═════ RECORDS PROVIDED

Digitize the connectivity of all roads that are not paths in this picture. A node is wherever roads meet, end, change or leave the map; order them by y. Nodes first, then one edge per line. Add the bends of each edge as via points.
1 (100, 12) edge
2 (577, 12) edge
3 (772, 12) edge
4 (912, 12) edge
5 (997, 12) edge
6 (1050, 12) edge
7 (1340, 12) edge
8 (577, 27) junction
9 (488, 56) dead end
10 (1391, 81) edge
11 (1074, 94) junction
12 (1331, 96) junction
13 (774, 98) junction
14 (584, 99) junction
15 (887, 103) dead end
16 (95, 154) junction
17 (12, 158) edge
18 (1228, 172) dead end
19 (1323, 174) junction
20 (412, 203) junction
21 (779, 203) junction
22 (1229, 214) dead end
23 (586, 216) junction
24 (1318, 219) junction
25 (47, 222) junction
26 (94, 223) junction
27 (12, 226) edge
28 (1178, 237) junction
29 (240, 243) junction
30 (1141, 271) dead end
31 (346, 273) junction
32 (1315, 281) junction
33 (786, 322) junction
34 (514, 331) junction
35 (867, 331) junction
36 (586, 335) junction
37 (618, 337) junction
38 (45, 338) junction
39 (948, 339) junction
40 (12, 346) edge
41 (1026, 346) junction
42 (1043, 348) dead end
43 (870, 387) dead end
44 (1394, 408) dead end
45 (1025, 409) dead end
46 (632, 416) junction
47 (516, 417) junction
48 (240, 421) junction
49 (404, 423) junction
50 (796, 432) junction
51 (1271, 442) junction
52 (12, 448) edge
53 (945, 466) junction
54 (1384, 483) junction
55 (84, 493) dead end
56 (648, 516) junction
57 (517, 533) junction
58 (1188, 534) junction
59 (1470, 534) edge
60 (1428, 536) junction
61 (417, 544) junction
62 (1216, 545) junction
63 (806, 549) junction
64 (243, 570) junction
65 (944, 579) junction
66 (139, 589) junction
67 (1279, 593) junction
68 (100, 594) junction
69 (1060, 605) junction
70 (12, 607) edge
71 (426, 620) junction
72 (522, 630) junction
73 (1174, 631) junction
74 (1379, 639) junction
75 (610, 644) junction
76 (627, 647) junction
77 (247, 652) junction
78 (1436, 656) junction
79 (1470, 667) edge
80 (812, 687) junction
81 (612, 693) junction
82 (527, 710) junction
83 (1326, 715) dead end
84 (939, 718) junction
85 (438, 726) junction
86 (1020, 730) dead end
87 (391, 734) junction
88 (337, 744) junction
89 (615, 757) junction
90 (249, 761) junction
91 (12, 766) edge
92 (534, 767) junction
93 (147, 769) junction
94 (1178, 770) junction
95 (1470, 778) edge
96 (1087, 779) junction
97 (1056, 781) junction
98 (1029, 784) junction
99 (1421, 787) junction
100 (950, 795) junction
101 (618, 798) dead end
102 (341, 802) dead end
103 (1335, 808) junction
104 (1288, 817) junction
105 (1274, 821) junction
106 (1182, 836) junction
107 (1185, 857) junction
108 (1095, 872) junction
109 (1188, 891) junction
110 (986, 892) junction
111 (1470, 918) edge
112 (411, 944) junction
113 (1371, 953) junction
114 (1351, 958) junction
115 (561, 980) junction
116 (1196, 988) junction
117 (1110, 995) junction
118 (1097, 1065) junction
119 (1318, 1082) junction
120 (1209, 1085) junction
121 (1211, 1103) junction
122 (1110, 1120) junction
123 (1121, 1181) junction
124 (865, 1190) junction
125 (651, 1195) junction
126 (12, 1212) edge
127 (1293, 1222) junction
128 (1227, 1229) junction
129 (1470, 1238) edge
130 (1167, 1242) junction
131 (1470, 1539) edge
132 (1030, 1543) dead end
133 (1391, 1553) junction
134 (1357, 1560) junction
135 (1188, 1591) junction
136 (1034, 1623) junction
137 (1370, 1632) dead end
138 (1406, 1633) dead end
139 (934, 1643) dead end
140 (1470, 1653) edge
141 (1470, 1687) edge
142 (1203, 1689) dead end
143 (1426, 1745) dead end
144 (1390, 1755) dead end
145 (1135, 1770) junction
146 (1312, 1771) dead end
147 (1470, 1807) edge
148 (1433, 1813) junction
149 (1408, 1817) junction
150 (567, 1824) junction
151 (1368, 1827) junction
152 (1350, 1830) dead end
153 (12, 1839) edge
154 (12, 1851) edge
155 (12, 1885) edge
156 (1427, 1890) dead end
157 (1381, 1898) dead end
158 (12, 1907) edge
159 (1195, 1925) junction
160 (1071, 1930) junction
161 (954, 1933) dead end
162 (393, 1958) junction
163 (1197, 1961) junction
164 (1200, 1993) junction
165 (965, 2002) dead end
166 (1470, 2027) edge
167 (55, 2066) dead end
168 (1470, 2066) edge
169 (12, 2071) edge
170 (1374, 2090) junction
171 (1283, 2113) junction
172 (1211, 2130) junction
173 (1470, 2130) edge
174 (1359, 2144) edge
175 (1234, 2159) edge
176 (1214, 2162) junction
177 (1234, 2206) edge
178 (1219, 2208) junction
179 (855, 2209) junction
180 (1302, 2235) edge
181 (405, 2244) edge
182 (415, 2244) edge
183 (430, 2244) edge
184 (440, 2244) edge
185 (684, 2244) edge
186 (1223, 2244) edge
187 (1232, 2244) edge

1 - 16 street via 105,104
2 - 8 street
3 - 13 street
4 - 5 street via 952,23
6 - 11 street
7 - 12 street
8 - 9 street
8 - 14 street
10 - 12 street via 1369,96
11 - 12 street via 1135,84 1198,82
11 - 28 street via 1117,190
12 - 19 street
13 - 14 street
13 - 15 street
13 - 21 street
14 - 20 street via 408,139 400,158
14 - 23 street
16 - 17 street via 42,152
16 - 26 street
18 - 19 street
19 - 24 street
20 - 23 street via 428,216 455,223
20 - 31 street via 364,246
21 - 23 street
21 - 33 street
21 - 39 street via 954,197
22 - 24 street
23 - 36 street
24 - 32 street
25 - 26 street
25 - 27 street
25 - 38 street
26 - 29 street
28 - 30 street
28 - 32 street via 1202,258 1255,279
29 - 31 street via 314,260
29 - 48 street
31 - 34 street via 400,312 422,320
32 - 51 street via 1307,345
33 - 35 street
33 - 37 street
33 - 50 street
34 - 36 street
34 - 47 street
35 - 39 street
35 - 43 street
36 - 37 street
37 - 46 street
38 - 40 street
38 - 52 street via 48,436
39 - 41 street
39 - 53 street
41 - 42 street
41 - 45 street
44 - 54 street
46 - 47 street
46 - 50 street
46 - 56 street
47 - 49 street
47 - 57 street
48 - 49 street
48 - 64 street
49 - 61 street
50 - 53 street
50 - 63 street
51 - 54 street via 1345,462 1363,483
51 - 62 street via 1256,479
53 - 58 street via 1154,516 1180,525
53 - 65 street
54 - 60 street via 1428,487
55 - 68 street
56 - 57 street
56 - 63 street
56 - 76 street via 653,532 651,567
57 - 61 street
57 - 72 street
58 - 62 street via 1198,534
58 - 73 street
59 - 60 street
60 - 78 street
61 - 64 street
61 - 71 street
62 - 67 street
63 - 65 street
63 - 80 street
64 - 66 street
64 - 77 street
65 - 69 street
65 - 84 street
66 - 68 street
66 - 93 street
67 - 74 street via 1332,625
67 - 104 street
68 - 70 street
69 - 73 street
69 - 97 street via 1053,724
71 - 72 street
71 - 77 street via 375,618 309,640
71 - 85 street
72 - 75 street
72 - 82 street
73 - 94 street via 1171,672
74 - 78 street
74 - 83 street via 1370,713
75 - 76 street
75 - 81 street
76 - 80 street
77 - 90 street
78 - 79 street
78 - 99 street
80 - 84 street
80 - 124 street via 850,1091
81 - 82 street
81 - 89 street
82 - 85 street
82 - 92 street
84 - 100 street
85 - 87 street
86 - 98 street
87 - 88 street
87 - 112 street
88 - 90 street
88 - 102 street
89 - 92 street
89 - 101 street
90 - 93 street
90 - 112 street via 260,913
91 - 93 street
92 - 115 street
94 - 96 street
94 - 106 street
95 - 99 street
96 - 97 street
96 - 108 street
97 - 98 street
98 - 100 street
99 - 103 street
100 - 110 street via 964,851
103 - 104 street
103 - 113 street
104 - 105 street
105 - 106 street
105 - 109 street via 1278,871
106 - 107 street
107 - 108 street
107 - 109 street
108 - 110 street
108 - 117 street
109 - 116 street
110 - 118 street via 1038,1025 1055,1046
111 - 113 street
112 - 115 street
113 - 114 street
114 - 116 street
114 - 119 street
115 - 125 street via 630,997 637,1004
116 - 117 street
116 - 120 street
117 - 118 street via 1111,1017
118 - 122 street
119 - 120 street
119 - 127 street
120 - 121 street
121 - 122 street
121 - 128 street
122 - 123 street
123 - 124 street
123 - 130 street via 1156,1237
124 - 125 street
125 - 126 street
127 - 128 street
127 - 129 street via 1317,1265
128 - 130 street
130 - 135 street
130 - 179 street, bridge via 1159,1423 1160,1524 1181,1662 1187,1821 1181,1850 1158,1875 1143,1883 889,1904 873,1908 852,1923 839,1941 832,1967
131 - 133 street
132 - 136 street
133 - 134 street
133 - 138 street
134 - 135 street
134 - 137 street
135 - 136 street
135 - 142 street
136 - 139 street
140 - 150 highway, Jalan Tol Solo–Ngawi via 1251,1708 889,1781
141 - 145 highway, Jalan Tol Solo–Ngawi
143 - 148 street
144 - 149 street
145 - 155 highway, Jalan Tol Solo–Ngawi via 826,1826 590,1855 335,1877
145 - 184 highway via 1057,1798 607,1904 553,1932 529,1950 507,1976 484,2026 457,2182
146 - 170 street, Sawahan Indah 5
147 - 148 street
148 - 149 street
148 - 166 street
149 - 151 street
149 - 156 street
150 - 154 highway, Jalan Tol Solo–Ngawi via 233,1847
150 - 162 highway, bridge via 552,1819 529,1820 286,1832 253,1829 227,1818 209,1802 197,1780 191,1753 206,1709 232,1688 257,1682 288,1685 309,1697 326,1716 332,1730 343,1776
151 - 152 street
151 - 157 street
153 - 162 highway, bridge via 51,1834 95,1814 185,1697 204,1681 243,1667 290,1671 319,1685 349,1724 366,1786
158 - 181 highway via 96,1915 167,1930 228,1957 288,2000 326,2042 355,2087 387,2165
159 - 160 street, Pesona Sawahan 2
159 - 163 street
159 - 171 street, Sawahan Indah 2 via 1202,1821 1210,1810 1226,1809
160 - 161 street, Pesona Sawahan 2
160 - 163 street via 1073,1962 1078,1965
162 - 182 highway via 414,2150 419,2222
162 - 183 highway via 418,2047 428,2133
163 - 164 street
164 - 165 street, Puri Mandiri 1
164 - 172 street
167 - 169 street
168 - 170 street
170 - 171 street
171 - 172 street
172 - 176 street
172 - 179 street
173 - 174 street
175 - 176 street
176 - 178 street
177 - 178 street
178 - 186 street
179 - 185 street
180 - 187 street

══════════

◆ **YOUR ASSIGNMENT**: Considering only lines that contain the word "Sawahan", say how many there are in the data, with no other text.

◆ **EXERCISE ANSWER**: 4